__Required action__. All that should come back is the lines of the data below from the one containing "index dip: (546, 263)" to the one containing "thumb cmc: (362, 618)", inclusive, exactly as they stand.

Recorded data
* * *

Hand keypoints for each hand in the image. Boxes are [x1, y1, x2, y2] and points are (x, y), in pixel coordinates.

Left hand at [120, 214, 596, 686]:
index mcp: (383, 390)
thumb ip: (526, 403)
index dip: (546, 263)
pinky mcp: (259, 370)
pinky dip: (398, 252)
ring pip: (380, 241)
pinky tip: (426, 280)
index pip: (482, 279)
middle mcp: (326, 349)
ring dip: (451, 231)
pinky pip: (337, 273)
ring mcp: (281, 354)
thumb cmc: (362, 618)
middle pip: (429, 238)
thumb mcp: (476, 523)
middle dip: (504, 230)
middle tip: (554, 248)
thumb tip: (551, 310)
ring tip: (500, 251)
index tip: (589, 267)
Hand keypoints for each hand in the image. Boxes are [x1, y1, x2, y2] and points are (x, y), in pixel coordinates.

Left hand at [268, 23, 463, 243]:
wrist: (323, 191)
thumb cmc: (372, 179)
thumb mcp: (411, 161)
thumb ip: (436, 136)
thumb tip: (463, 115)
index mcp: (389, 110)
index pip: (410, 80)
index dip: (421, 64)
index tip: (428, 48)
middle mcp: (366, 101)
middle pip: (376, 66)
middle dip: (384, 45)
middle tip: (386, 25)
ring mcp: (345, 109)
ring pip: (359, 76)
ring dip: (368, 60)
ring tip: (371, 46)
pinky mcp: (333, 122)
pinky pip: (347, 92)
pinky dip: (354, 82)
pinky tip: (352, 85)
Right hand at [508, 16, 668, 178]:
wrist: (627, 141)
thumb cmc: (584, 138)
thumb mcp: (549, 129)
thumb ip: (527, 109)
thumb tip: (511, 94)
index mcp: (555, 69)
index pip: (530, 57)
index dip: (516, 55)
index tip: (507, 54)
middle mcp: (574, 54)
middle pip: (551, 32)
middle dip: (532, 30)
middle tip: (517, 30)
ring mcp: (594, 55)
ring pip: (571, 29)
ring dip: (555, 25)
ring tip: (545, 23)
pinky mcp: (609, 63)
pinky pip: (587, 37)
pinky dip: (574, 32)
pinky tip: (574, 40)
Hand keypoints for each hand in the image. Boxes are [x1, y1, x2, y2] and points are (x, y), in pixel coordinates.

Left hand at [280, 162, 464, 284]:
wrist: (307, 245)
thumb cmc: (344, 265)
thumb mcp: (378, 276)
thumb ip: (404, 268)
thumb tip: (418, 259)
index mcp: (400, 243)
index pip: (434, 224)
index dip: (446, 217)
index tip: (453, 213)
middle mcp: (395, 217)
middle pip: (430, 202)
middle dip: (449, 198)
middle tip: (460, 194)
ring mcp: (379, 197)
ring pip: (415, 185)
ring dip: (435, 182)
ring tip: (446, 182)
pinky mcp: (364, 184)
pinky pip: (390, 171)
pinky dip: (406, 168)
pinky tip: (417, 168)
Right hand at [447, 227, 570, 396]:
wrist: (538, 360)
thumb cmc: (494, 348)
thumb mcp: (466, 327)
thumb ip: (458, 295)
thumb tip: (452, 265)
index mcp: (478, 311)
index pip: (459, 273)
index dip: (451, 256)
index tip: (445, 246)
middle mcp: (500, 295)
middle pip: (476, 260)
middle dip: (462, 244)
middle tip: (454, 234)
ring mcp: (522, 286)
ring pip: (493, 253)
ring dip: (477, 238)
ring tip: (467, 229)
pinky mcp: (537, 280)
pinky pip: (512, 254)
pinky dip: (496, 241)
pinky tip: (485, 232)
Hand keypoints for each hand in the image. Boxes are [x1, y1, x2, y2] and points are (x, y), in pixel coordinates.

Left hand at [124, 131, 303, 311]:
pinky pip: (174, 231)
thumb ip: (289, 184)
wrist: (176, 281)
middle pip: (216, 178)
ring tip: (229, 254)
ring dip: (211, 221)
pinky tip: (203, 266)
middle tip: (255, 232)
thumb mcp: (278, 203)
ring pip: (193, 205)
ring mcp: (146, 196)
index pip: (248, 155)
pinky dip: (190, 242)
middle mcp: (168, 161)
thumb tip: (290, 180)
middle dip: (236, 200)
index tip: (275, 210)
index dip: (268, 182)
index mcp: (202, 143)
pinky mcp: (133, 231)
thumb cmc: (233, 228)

* * *

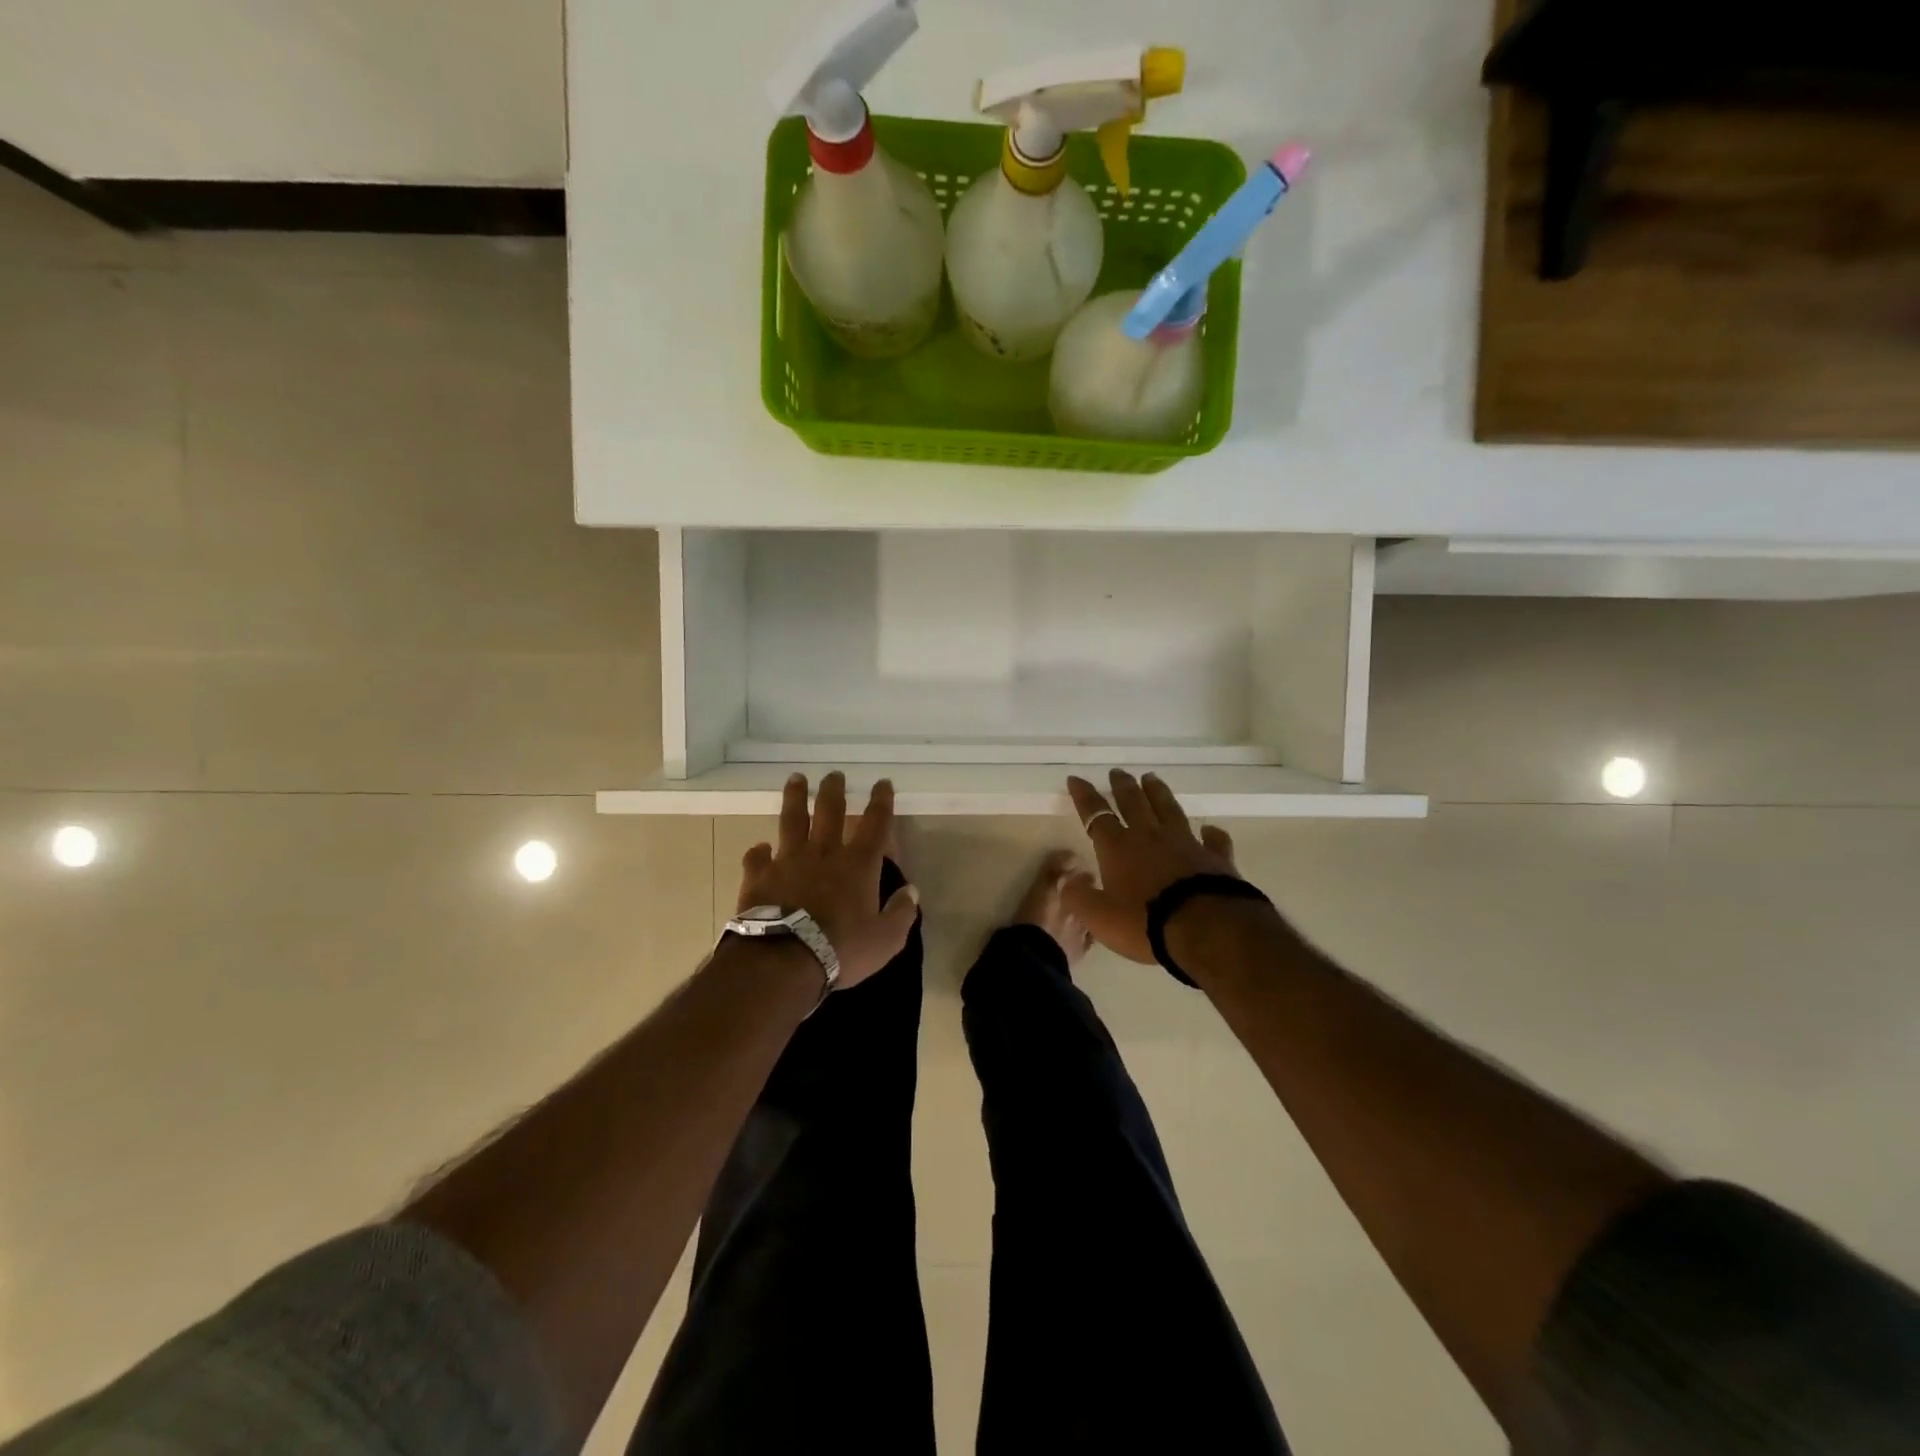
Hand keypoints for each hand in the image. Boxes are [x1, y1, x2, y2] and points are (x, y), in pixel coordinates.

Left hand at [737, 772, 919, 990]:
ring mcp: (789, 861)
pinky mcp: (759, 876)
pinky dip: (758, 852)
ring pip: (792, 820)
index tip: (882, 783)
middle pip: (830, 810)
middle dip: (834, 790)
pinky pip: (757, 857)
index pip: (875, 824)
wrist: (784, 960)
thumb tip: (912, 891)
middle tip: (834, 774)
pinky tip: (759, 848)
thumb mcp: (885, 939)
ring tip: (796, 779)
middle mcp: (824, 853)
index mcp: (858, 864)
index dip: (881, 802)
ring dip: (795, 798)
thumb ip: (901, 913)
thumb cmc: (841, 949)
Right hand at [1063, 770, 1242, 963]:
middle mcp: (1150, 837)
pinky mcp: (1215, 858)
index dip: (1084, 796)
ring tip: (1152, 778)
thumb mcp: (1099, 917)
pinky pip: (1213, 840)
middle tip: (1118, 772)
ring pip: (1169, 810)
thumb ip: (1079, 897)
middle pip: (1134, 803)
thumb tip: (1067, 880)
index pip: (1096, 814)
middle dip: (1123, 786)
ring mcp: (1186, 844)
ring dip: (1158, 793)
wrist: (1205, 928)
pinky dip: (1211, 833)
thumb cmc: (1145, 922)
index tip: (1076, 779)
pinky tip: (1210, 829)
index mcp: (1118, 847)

* * *

__Response area__.
index dip: (546, 263)
pinky mcp: (259, 370)
pinky dip: (398, 252)
ring pip: (380, 241)
pinky tip: (426, 280)
index pip: (482, 279)
middle mcp: (326, 349)
ring dip: (451, 231)
pinky pip: (337, 273)
ring mcp: (281, 354)
thumb cmc: (362, 618)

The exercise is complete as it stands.